Von geschädigten Anlegern und Entschädigungseinrichtungen

Das Wertpapieraufsichtsgesetz (WAG) sieht vor, dass Wertpapierfirmen, die Finanzinsturmente an Kunden vermitteln oder Kundenportfolios verwalten, einer Entschädigungseinrichtung angehören müssen. Die Entschädigungseinrichtung stellt sicher, dass Forderungen des Anlegers bis zum Höchstbetrag von € 20.000,00 ausbezahlt werden, wenn über die Wertpapierfirma der Konkurs eröffnet wird.

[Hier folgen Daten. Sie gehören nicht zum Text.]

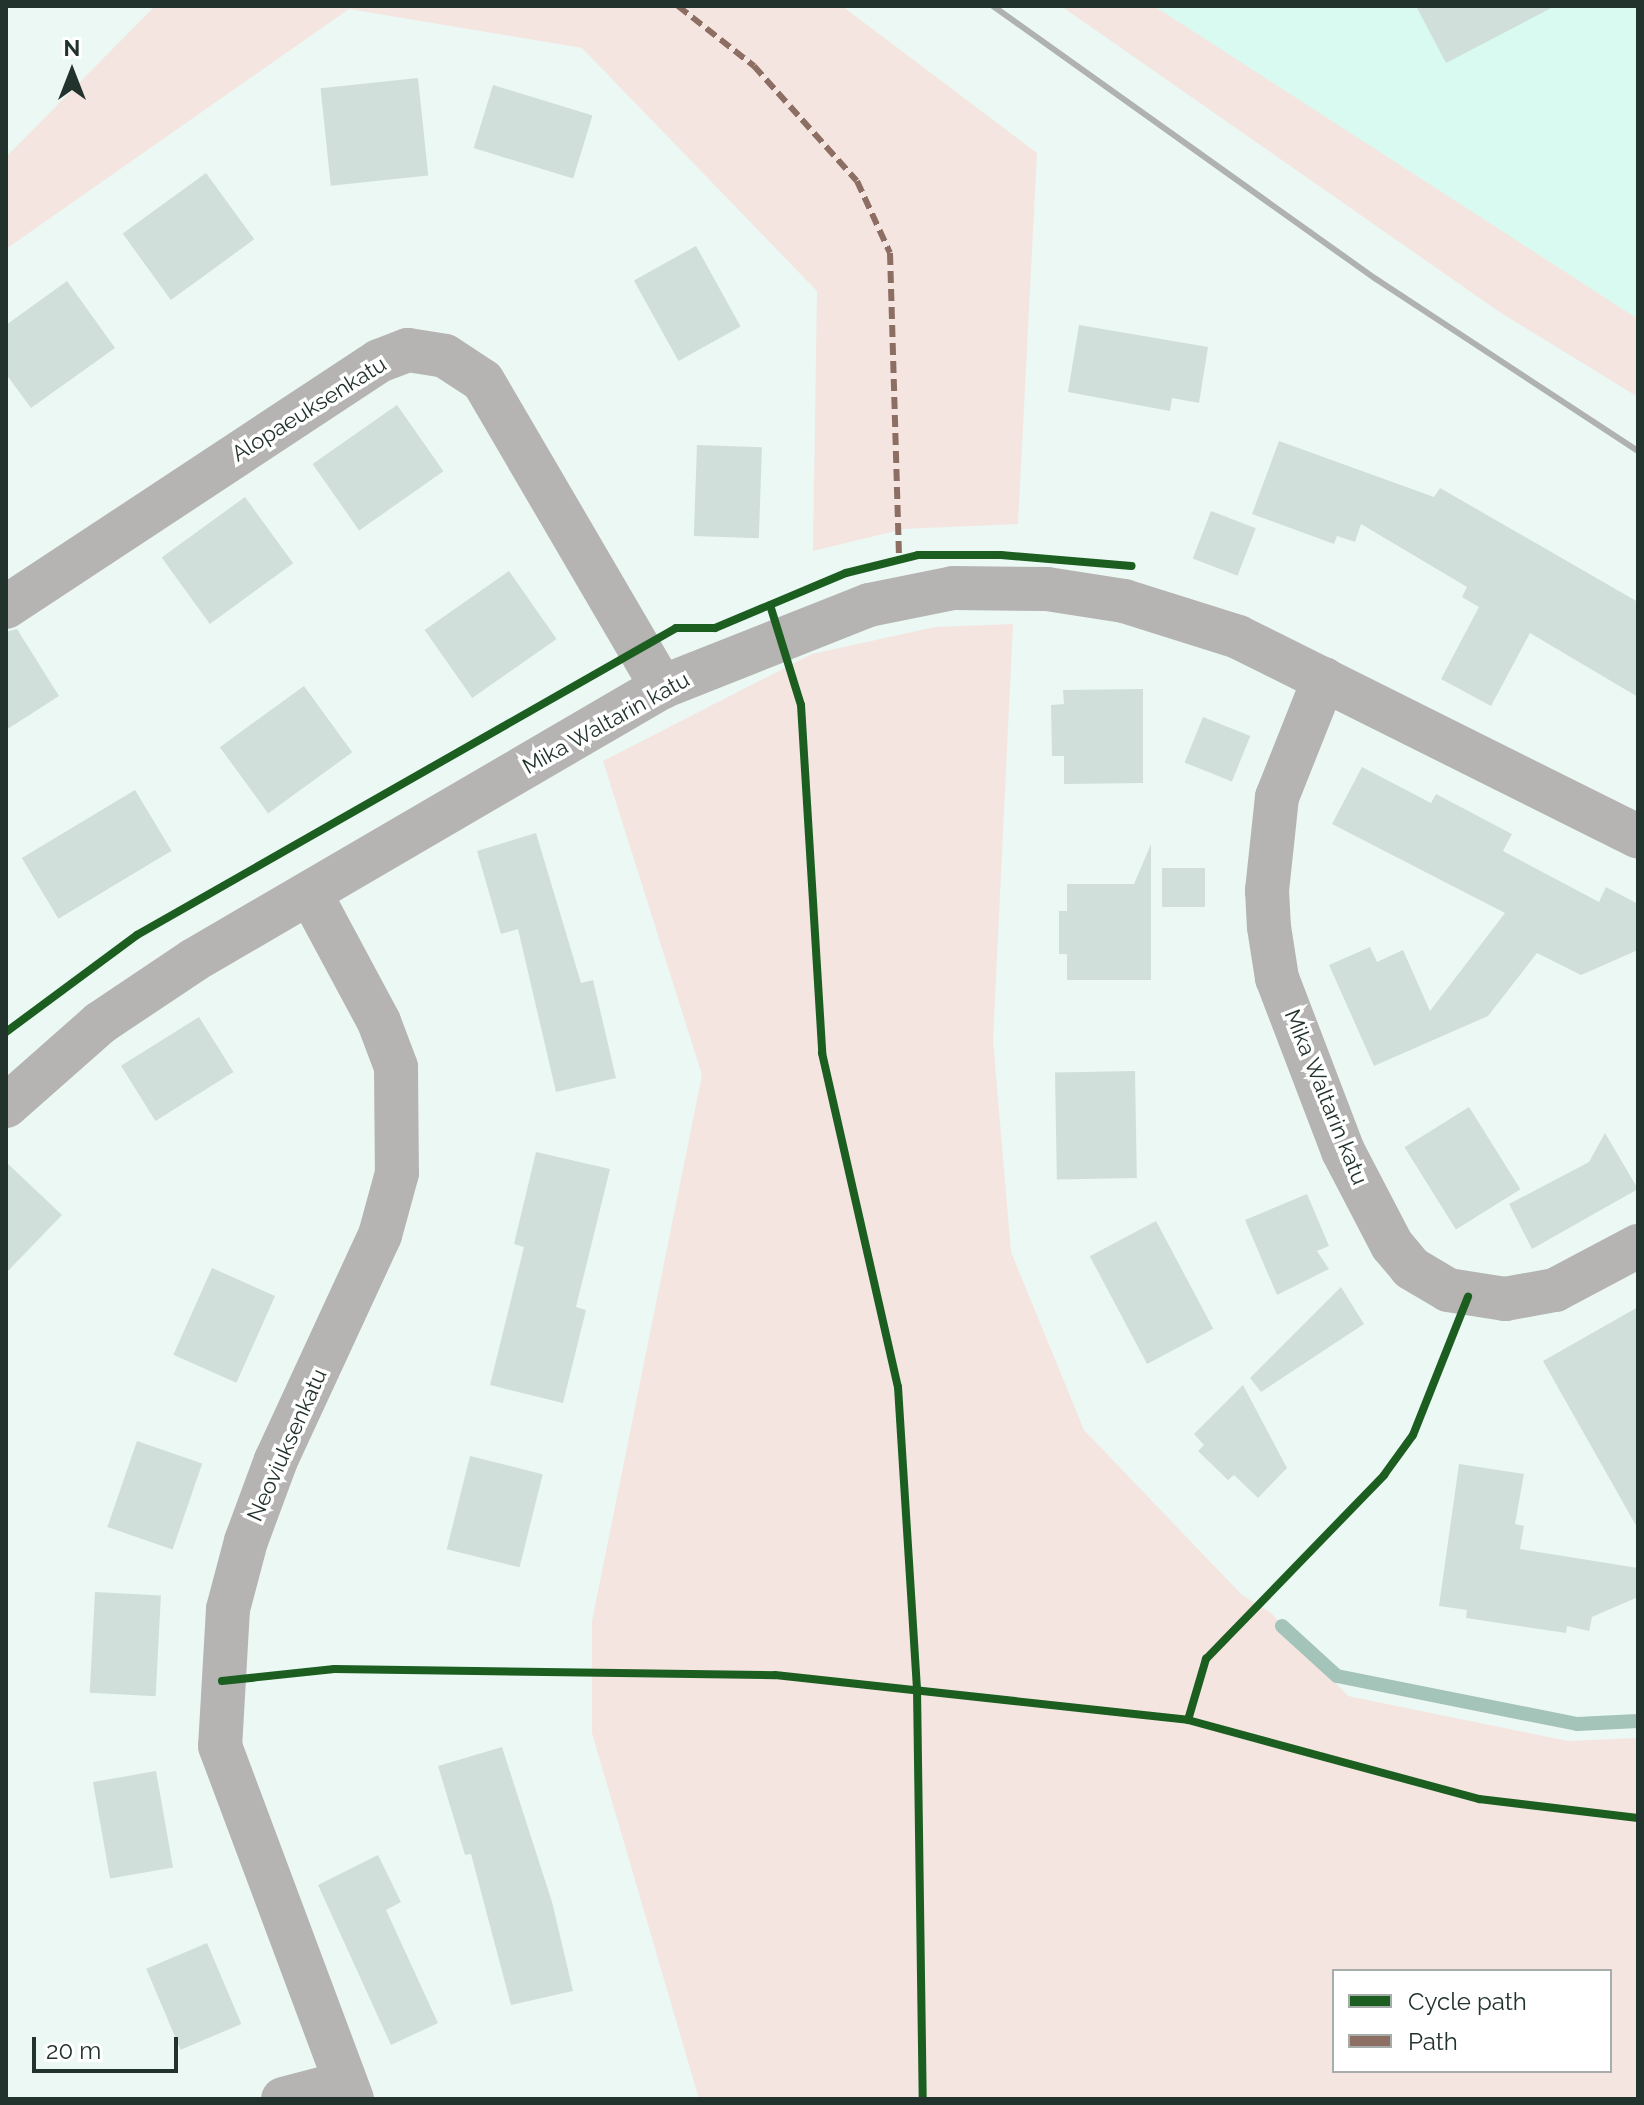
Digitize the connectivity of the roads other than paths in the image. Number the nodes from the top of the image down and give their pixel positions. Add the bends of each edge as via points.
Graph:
1 (6, 607) edge
2 (1324, 679) junction
3 (662, 687) junction
4 (1638, 836) edge
5 (311, 895) junction
6 (6, 1106) edge
7 (1638, 1246) edge
8 (348, 2091) edge
9 (283, 2099) edge

1 - 3 street, Alopaeuksenkatu via 379,361 408,350 445,356 483,381
2 - 3 street, Mika Waltarin katu via 1238,637 1124,601 1047,589 953,588 869,605
2 - 4 street, Mika Waltarin katu
2 - 7 street, Mika Waltarin katu via 1277,797 1267,890 1269,927 1277,978 1343,1151 1392,1245 1411,1268 1448,1290 1505,1299 1555,1290
3 - 5 street, Mika Waltarin katu
5 - 6 street, Mika Waltarin katu via 194,960 100,1023
5 - 8 street, Neoviuksenkatu via 379,1022 396,1067 397,1173 380,1235 276,1460 246,1541 228,1609 220,1746
8 - 9 street

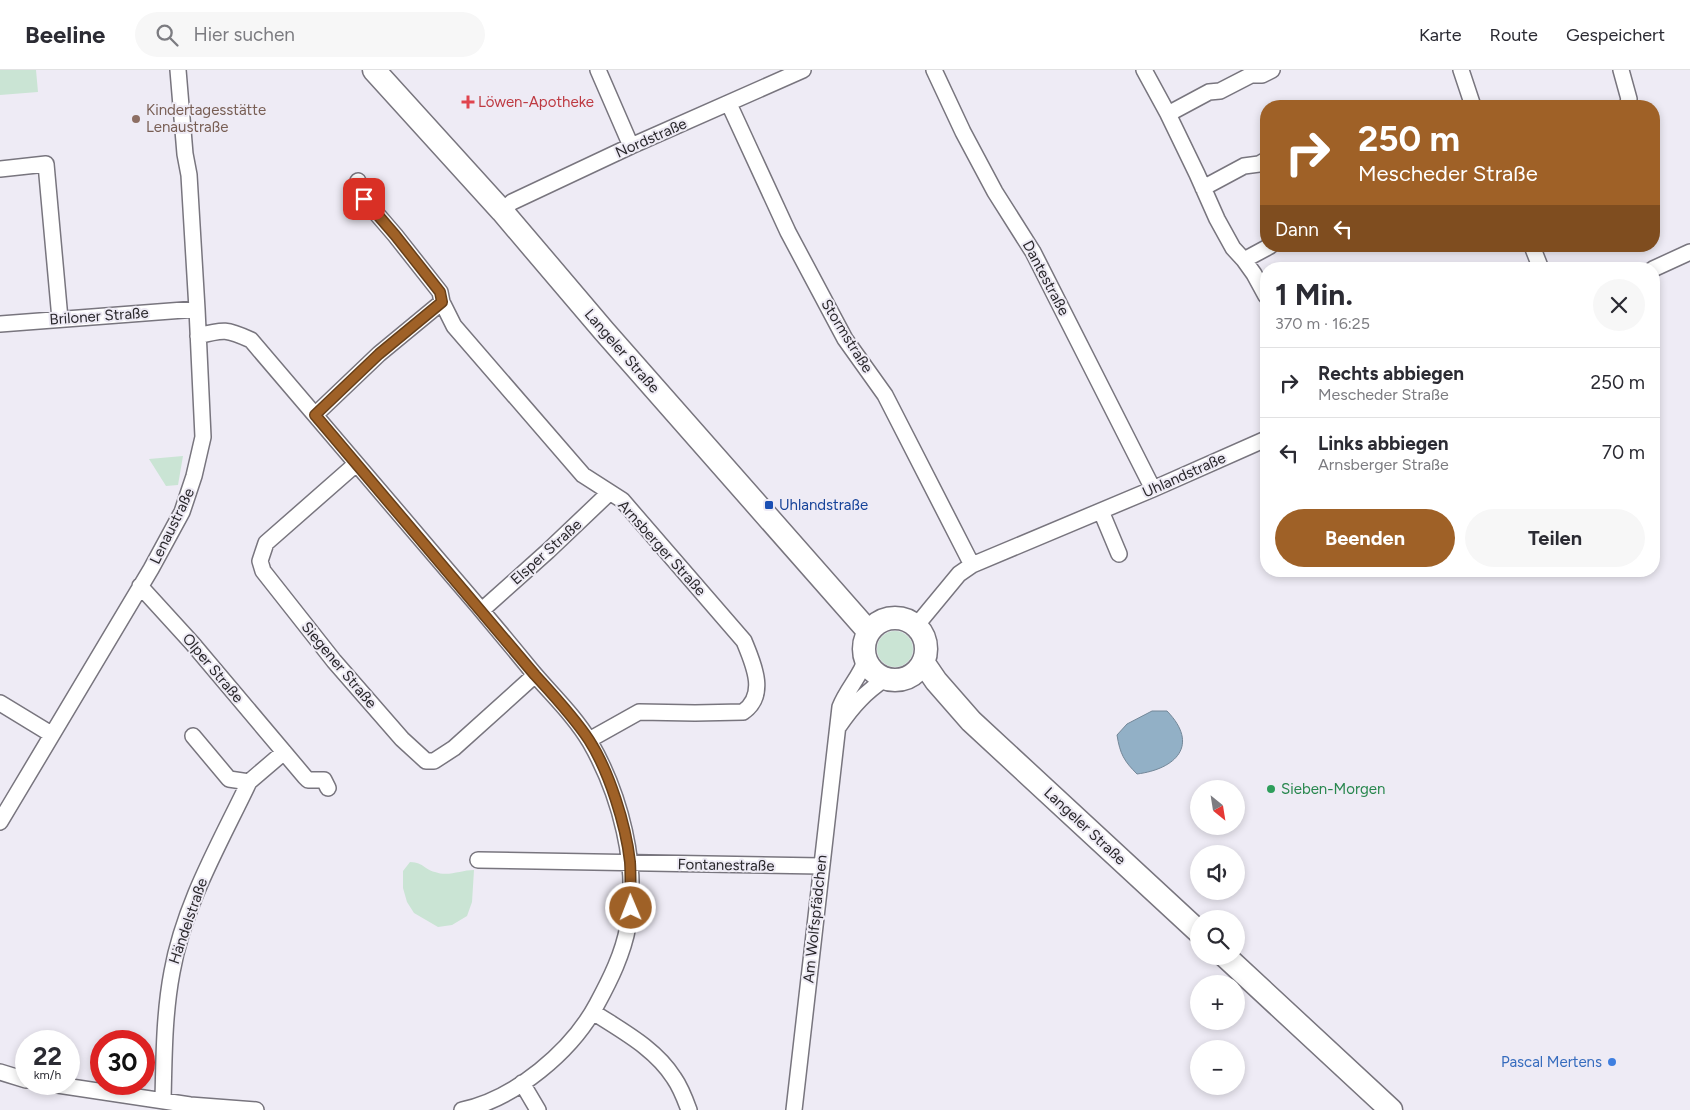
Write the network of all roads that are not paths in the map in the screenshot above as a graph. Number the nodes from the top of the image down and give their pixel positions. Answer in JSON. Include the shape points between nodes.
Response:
{"nodes":[{"id":1,"x":178,"y":70,"type":"edge"},
{"id":2,"x":374,"y":70,"type":"edge"},
{"id":3,"x":598,"y":70,"type":"edge"},
{"id":4,"x":803,"y":70,"type":"edge"},
{"id":5,"x":934,"y":70,"type":"edge"},
{"id":6,"x":1144,"y":70,"type":"edge"},
{"id":7,"x":1272,"y":70,"type":"edge"},
{"id":8,"x":1461,"y":70,"type":"edge"},
{"id":9,"x":1622,"y":70,"type":"edge"},
{"id":10,"x":1471,"y":100,"type":"edge"},
{"id":11,"x":1629,"y":100,"type":"edge"},
{"id":12,"x":729,"y":104,"type":"junction"},
{"id":13,"x":1168,"y":114,"type":"junction"},
{"id":14,"x":631,"y":146,"type":"junction"},
{"id":15,"x":1260,"y":163,"type":"edge"},
{"id":16,"x":0,"y":168,"type":"edge"},
{"id":17,"x":358,"y":181,"type":"dead end"},
{"id":18,"x":1203,"y":188,"type":"junction"},
{"id":19,"x":502,"y":210,"type":"junction"},
{"id":20,"x":1260,"y":251,"type":"edge"},
{"id":21,"x":1690,"y":252,"type":"edge"},
{"id":22,"x":1244,"y":260,"type":"junction"},
{"id":23,"x":1660,"y":266,"type":"edge"},
{"id":24,"x":1260,"y":285,"type":"edge"},
{"id":25,"x":442,"y":302,"type":"junction"},
{"id":26,"x":197,"y":309,"type":"junction"},
{"id":27,"x":60,"y":318,"type":"junction"},
{"id":28,"x":0,"y":324,"type":"edge"},
{"id":29,"x":198,"y":336,"type":"junction"},
{"id":30,"x":315,"y":415,"type":"junction"},
{"id":31,"x":1260,"y":442,"type":"edge"},
{"id":32,"x":356,"y":464,"type":"junction"},
{"id":33,"x":1153,"y":489,"type":"junction"},
{"id":34,"x":609,"y":493,"type":"junction"},
{"id":35,"x":1100,"y":511,"type":"junction"},
{"id":36,"x":1119,"y":554,"type":"dead end"},
{"id":37,"x":972,"y":565,"type":"junction"},
{"id":38,"x":140,"y":586,"type":"junction"},
{"id":39,"x":482,"y":610,"type":"junction"},
{"id":40,"x":916,"y":626,"type":"junction"},
{"id":41,"x":869,"y":632,"type":"junction"},
{"id":42,"x":866,"y":659,"type":"junction"},
{"id":43,"x":923,"y":662,"type":"junction"},
{"id":44,"x":535,"y":675,"type":"junction"},
{"id":45,"x":895,"y":678,"type":"junction"},
{"id":46,"x":0,"y":704,"type":"edge"},
{"id":47,"x":971,"y":721,"type":"junction"},
{"id":48,"x":837,"y":729,"type":"junction"},
{"id":49,"x":51,"y":734,"type":"junction"},
{"id":50,"x":193,"y":736,"type":"dead end"},
{"id":51,"x":589,"y":740,"type":"junction"},
{"id":52,"x":284,"y":752,"type":"junction"},
{"id":53,"x":249,"y":782,"type":"junction"},
{"id":54,"x":328,"y":788,"type":"dead end"},
{"id":55,"x":0,"y":822,"type":"edge"},
{"id":56,"x":478,"y":860,"type":"dead end"},
{"id":57,"x":630,"y":863,"type":"junction"},
{"id":58,"x":821,"y":866,"type":"junction"},
{"id":59,"x":1190,"y":924,"type":"edge"},
{"id":60,"x":1235,"y":965,"type":"edge"},
{"id":61,"x":593,"y":1012,"type":"junction"},
{"id":62,"x":0,"y":1072,"type":"edge"},
{"id":63,"x":15,"y":1077,"type":"edge"},
{"id":64,"x":522,"y":1083,"type":"junction"},
{"id":65,"x":80,"y":1091,"type":"edge"},
{"id":66,"x":163,"y":1101,"type":"junction"},
{"id":67,"x":134,"y":1104,"type":"edge"},
{"id":68,"x":256,"y":1110,"type":"edge"},
{"id":69,"x":462,"y":1110,"type":"edge"},
{"id":70,"x":538,"y":1110,"type":"edge"},
{"id":71,"x":690,"y":1110,"type":"edge"},
{"id":72,"x":794,"y":1110,"type":"edge"},
{"id":73,"x":1391,"y":1110,"type":"edge"}],
"edges":[{"from":1,"to":26,"type":"street","name":"Lenaustraße","via":[[189,175]]},
{"from":2,"to":19,"type":"street","name":"Langeler Straße"},
{"from":3,"to":14,"type":"street"},
{"from":4,"to":12,"type":"street","name":"Nordstraße"},
{"from":5,"to":33,"type":"street","name":"Dantestraße","via":[[962,132],[1033,252]]},
{"from":6,"to":13,"type":"street"},
{"from":7,"to":13,"type":"street","via":[[1262,75],[1251,75],[1220,91],[1209,92]]},
{"from":8,"to":10,"type":"street"},
{"from":9,"to":11,"type":"street"},
{"from":12,"to":14,"type":"street","name":"Nordstraße"},
{"from":12,"to":37,"type":"street","name":"Stormstraße","via":[[788,232],[845,339],[885,396]]},
{"from":13,"to":18,"type":"street"},
{"from":14,"to":19,"type":"street","name":"Nordstraße","via":[[512,202]]},
{"from":15,"to":18,"type":"street","via":[[1244,166]]},
{"from":16,"to":27,"type":"street","via":[[46,164]]},
{"from":17,"to":25,"type":"street","name":"Arnsberger Straße","via":[[364,199],[440,292]]},
{"from":18,"to":22,"type":"street","via":[[1233,248]]},
{"from":19,"to":41,"type":"street","name":"Langeler Straße"},
{"from":20,"to":22,"type":"street"},
{"from":21,"to":23,"type":"street"},
{"from":22,"to":24,"type":"street"},
{"from":25,"to":30,"type":"street","via":[[379,354]]},
{"from":25,"to":34,"type":"street","name":"Arnsberger Straße","via":[[454,326],[520,405],[583,475]]},
{"from":26,"to":27,"type":"street","name":"Briloner Straße"},
{"from":26,"to":29,"type":"street","name":"Lenaustraße"},
{"from":27,"to":28,"type":"street","name":"Briloner Straße"},
{"from":29,"to":30,"type":"street","via":[[232,331],[251,340]]},
{"from":29,"to":38,"type":"street","name":"Lenaustraße","via":[[202,437],[199,458],[182,512]]},
{"from":30,"to":32,"type":"street"},
{"from":31,"to":33,"type":"street","name":"Uhlandstraße"},
{"from":32,"to":39,"type":"street"},
{"from":32,"to":44,"type":"street","name":"Siegener Straße","via":[[266,543],[260,561],[263,571],[334,661],[402,739],[426,761],[434,761],[454,748]]},
{"from":33,"to":35,"type":"street","name":"Uhlandstraße"},
{"from":34,"to":39,"type":"street","name":"Elsper Straße"},
{"from":34,"to":51,"type":"street","name":"Arnsberger Straße","via":[[622,500],[744,641],[754,664],[757,687],[752,703],[743,712],[640,712]]},
{"from":35,"to":36,"type":"street"},
{"from":35,"to":37,"type":"street","name":"Uhlandstraße"},
{"from":37,"to":40,"type":"street","name":"Uhlandstraße","via":[[959,574]]},
{"from":38,"to":49,"type":"street","name":"Lenaustraße"},
{"from":38,"to":52,"type":"street","name":"Olper Straße"},
{"from":39,"to":44,"type":"street"},
{"from":40,"to":41,"type":"street","via":[[909,621],[892,618],[875,625]]},
{"from":40,"to":43,"type":"street","via":[[926,643]]},
{"from":41,"to":42,"type":"street","via":[[864,645]]},
{"from":42,"to":45,"type":"street","via":[[878,674]]},
{"from":42,"to":48,"type":"street","name":"Am Wolfspfädchen","via":[[840,706]]},
{"from":43,"to":45,"type":"street","via":[[915,673]]},
{"from":43,"to":47,"type":"street","name":"Langeler Straße"},
{"from":44,"to":51,"type":"street"},
{"from":45,"to":47,"type":"street","name":"Langeler Straße","via":[[917,684]]},
{"from":45,"to":48,"type":"street","name":"Am Wolfspfädchen","via":[[872,688],[848,712]]},
{"from":46,"to":49,"type":"street"},
{"from":47,"to":59,"type":"street","name":"Langeler Straße"},
{"from":48,"to":58,"type":"street","name":"Am Wolfspfädchen"},
{"from":49,"to":55,"type":"street","name":"Lenaustraße"},
{"from":50,"to":53,"type":"street","via":[[229,779]]},
{"from":51,"to":57,"type":"street","via":[[611,787]]},
{"from":52,"to":53,"type":"street"},
{"from":52,"to":54,"type":"street","name":"Olper Straße","via":[[308,780],[324,780]]},
{"from":53,"to":66,"type":"street","name":"Händelstraße","via":[[202,878],[177,948],[166,1010]]},
{"from":56,"to":57,"type":"street","name":"Fontanestraße"},
{"from":57,"to":58,"type":"street","name":"Fontanestraße"},
{"from":57,"to":61,"type":"street","via":[[628,928],[610,981]]},
{"from":58,"to":72,"type":"street","name":"Am Wolfspfädchen"},
{"from":60,"to":73,"type":"street"},
{"from":61,"to":64,"type":"street","via":[[558,1054]]},
{"from":61,"to":71,"type":"street","via":[[654,1054],[674,1078]]},
{"from":62,"to":63,"type":"street"},
{"from":64,"to":69,"type":"street","via":[[485,1103]]},
{"from":64,"to":70,"type":"street"},
{"from":65,"to":67,"type":"street"},
{"from":66,"to":67,"type":"street"},
{"from":66,"to":68,"type":"street"}]}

Will der Anleger die Entschädigungseinrichtun in Anspruch nehmen, muss er seinen Anspruch bescheinigen. Vor allem muss er beweisen, dass er Geld an die Wertpapierfirma bezahlt hat und dass die Wertpapierfirma das Geld gehalten hat (OGH 28.3.2012, 7 Ob 222/11i). Das ist insofern doch bemerkenswert, weil die Wertpapierfirma nach dem WAG gar nicht berechtigt ist, Kundengelder entgegen zu nehmen.

Der Entschädigungseinrichtung wird vom OGH für die Prüfung des Anspruches eine angemessene Zeit von „in der Regel nicht mehr als sechs Monaten“ eingeräumt.